Ileitis can also have vascular causes such as:

  • acute and chronic mesenteric arterial and venous ischemia, especially in patients over 50 years of age, with a history of cardiovascular disease (heart failure, coronary artery disease, arterial occlusive disease, cardiac arrhythmias, etc.) or cardiovascular risk factors (family history, high blood pressure, smoking, diabetes);
  • vasculitis: periarteritis nodosa, Churg & Strauss syndrome, Wegener’s disease, rheumatoid purpura, systemic lupus erythematosus, Behçet’s disease. This is a rare cause of ischemic ileitis.

Drug ileitis

Non-steroidal anti-inflammatory drugs (NSAIDs) are the most common drugs that cause ileitis. Other drugs can cause ileitis such as:

  • oral contraceptives;
  • l’ergotamine ;
  • digoxin;
  • diuretics;
  • antihypertensive drugs.

 Various causes

9% of patients have rarer or non-digestive causes, such as:

  • tumors (small bowel adenocarcinoma, lymphoma and lymphosarcoma, small bowel carcinoids, metastases);
  • gynecological causes such as tuboovarian cyst or abscess, ovarian tumor, endometriosis, ovarian torsion, or ectopic pregnancy.

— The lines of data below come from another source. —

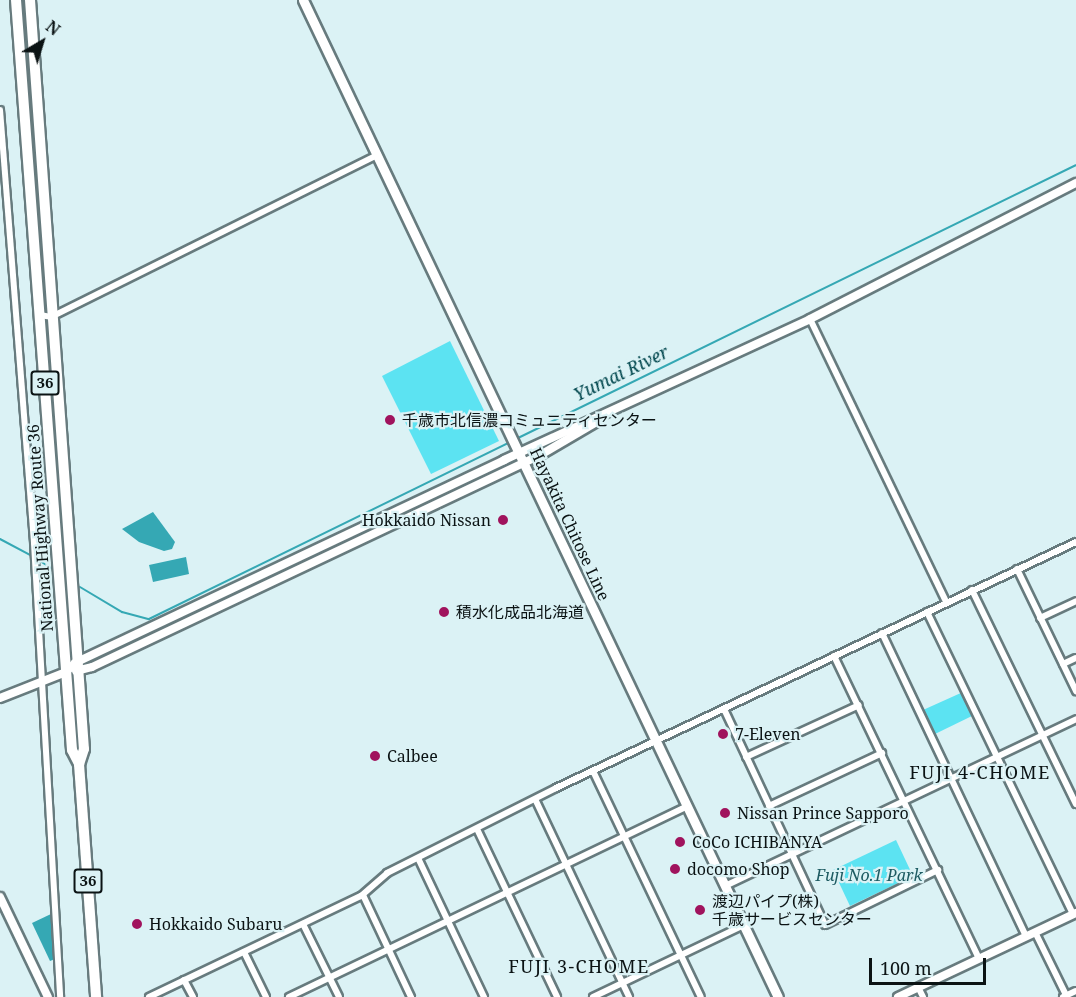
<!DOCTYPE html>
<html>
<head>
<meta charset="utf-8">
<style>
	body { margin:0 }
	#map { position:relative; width:1076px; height:997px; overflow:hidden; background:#dbf2f5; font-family:"Noto Serif","Noto Sans JP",serif }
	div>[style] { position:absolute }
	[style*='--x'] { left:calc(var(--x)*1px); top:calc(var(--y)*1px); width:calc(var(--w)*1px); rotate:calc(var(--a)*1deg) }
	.green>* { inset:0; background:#5ce3f2 }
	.water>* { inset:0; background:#35a8b4 }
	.stream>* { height:2px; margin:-1px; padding:0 1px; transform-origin:1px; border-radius:1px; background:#35a8b4 }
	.roads { filter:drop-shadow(2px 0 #677b7e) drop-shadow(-2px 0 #677b7e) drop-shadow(0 2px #677b7e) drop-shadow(0 -2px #677b7e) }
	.minor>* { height:6px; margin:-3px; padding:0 3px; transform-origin:3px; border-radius:3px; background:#fff }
	.tertiary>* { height:8px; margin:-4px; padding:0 4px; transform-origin:4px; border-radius:4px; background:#fff }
	.secondary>* { height:9px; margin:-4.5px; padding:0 4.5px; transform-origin:4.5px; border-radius:4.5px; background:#fff }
	.trunk>* { height:10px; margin:-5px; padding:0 5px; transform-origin:5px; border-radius:5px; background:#fff }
	.dots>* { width:16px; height:16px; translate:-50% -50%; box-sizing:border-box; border:3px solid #dbf2f5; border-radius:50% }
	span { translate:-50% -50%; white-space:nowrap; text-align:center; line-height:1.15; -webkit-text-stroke:4.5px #dbf2f5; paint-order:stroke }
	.shield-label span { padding:2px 4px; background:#dbf2f5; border:2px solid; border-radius:4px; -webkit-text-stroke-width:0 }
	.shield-label { font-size:15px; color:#0b1314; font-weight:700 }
	.poi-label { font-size:16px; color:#0b1314 }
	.left { translate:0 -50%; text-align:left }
	.right { translate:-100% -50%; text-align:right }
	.street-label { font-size:16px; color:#0b1314 }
	.park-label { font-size:16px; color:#1e5b62; font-style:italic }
	.water-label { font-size:18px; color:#00464d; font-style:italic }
	.neighbourhood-label { font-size:18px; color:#0b1314; letter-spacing:1.5px }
	.north { position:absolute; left:12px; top:12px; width:60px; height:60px; -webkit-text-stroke:4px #dbf2f5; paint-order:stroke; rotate:38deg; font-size:16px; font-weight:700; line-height:24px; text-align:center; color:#0b1314 }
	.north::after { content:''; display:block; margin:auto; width:21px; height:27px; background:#0b1314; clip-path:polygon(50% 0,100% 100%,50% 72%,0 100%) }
	.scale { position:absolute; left:869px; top:958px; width:117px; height:27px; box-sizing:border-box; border:3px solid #0b1314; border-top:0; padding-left:8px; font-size:18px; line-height:21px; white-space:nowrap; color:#0b1314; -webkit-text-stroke:4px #dbf2f5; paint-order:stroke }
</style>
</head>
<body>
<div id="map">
	<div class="green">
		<i style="clip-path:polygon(450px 341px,499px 441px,431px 474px,382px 376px)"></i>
		<i style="clip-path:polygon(963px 692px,974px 715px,935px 734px,923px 710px)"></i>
		<i style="clip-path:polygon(896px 840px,913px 876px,850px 906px,833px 870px)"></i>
	</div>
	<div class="water">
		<i style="clip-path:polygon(153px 512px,175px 542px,172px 549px,164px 551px,139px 542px,122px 529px)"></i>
		<i style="clip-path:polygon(186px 557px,189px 574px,153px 582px,149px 565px)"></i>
		<i style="clip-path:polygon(51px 914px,55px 959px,50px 961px,32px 923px)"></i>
	</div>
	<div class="stream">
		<i style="--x:516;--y:439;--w:623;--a:-26.07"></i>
		<i style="--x:0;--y:539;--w:36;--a:28"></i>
		<i style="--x:37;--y:559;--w:17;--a:33"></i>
		<i style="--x:80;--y:587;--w:49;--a:30.8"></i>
		<i style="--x:122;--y:612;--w:28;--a:15"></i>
		<i style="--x:149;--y:619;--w:403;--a:-26.1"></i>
	</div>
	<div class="roads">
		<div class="minor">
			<i style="--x:0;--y:110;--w:434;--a:85.5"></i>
			<i style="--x:34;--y:543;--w:455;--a:86.7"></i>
			<i style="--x:40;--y:315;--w:11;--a:10"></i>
			<i style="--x:51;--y:317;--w:365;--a:-26.4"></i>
			<i style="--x:810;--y:319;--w:314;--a:64.3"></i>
			<i style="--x:1017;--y:569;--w:136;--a:64.2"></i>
			<i style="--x:972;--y:590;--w:238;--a:64.1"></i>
			<i style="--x:927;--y:612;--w:335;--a:64.2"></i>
			<i style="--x:1040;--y:618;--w:40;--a:-25"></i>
			<i style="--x:882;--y:633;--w:335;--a:64.6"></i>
			<i style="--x:834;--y:656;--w:335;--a:64.4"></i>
			<i style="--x:1063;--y:664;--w:14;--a:-25"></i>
			<i style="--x:724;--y:709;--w:238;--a:64.9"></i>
			<i style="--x:825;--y:925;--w:126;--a:-26"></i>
			<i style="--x:746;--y:757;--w:124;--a:-24.7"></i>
			<i style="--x:593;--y:771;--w:250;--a:64.5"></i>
			<i style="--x:536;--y:801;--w:217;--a:64.6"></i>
			<i style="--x:769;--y:806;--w:125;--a:-25.1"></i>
			<i style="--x:477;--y:829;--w:186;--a:64.5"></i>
			<i style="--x:418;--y:858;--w:154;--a:64.6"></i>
			<i style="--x:725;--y:886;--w:389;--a:-25.4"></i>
			<i style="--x:363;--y:895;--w:113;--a:64.8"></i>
			<i style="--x:303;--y:924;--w:81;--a:63.7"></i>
			<i style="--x:1035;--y:932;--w:72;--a:63.8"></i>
			<i style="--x:244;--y:952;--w:50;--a:63.9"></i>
			<i style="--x:184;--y:980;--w:19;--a:62"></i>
			<i style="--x:918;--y:987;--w:11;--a:63"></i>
			<i style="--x:149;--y:997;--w:235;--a:-25.5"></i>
			<i style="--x:361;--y:896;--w:35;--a:-41"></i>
			<i style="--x:387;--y:873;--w:189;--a:-26.7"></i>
			<i style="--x:556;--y:788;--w:575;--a:-25.32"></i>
			<i style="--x:289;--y:997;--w:441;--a:-25.6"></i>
			<i style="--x:593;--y:997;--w:167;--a:-25.5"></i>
			<i style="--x:1063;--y:997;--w:14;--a:-25"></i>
		</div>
		<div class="tertiary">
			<i style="--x:76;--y:671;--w:16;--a:-14"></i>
			<i style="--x:92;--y:667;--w:492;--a:-25.3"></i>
			<i style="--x:537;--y:457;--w:67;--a:-30.4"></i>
			<i style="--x:0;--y:698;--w:71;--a:-21.5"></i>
			<i style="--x:66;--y:672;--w:13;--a:-45"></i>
			<i style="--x:75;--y:663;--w:475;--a:-25.3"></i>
			<i style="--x:504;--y:460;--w:337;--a:-24.7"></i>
			<i style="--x:810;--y:319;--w:299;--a:-27.1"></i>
			<i style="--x:0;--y:897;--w:111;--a:64.4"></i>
			<i style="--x:898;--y:997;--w:197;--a:-25.3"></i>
		</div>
		<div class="secondary">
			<i style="--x:303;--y:0;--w:1104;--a:64.53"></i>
		</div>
		<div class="trunk">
			<i style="--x:16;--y:0;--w:752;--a:85.73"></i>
			<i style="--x:72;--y:750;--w:16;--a:63"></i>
			<i style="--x:30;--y:0;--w:751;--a:85.88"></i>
			<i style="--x:84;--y:749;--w:16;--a:108"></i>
			<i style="--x:79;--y:764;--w:234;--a:85.8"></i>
		</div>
	</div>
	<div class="dots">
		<i style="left:390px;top:420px;background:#a0135d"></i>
		<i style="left:503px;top:520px;background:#a0135d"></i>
		<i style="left:444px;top:612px;background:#a0135d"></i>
		<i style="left:723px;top:734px;background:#a0135d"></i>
		<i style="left:375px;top:756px;background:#a0135d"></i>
		<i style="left:725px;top:813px;background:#a0135d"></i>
		<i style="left:680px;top:842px;background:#a0135d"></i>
		<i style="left:675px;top:869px;background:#a0135d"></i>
		<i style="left:700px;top:910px;background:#a0135d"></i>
		<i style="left:137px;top:924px;background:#a0135d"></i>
	</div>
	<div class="shield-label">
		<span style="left:45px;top:383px">36</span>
		<span style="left:88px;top:881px">36</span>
	</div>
	<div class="poi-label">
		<span class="left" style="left:402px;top:420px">千歳市北信濃コミュニティセンター</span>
		<span class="right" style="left:491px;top:520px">Hokkaido Nissan</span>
		<span class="left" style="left:456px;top:612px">積水化成品北海道</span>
		<span class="left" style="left:735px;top:734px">7-Eleven</span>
		<span class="left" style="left:387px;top:756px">Calbee</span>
		<span class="left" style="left:737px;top:813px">Nissan Prince Sapporo</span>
		<span class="left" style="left:692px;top:842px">CoCo ICHIBANYA</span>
		<span class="left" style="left:687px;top:869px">docomo Shop</span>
		<span class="left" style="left:712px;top:910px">渡辺パイプ(株)<br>千歳サービスセンター</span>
		<span class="left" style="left:149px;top:924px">Hokkaido Subaru</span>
	</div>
	<div class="street-label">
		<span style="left:570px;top:524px;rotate:65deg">Hayakita Chitose Line</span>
		<span style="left:40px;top:528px;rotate:-94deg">National Highway Route 36</span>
	</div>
	<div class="park-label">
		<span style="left:869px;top:875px">Fuji No.1 Park</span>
	</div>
	<div class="water-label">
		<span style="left:621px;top:373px;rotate:-26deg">Yumai River</span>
	</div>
	<div class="neighbourhood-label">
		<span style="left:980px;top:772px">FUJI 4-CHOME</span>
		<span style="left:579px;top:966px">FUJI 3-CHOME</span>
	</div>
	<div class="north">N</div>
	<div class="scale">100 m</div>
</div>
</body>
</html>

What are the symptoms of ileitis?

The typical symptoms of acute ileitis may be partly reminiscent of an attack of appendicitis. They understand :

  •  abdominal pain, in the lower right part of the abdomen;
  • transit disorders such as diarrhea;
  • fever.

How to treat ileitis?

Many acute ileitis heal spontaneously. The treatment, which varies widely, depends on the disease in question.

In cases of non-severe strictly digestive infection, antibiotic treatment is not necessary, as it does not significantly reduce the duration of the disease.

In severe forms, defined by more than 6 bloody stools per day, with symptoms evolving for more than a week, high fever, immunosuppression, in an elderly patient or with significant comorbidities, antibiotic therapy should be prescribed which will reduce the duration and severity of infections. Quinolones are generally effective against the three bacteria most often responsible for acute ileitis, namely Yersinia, Salmonella and Campylobacter.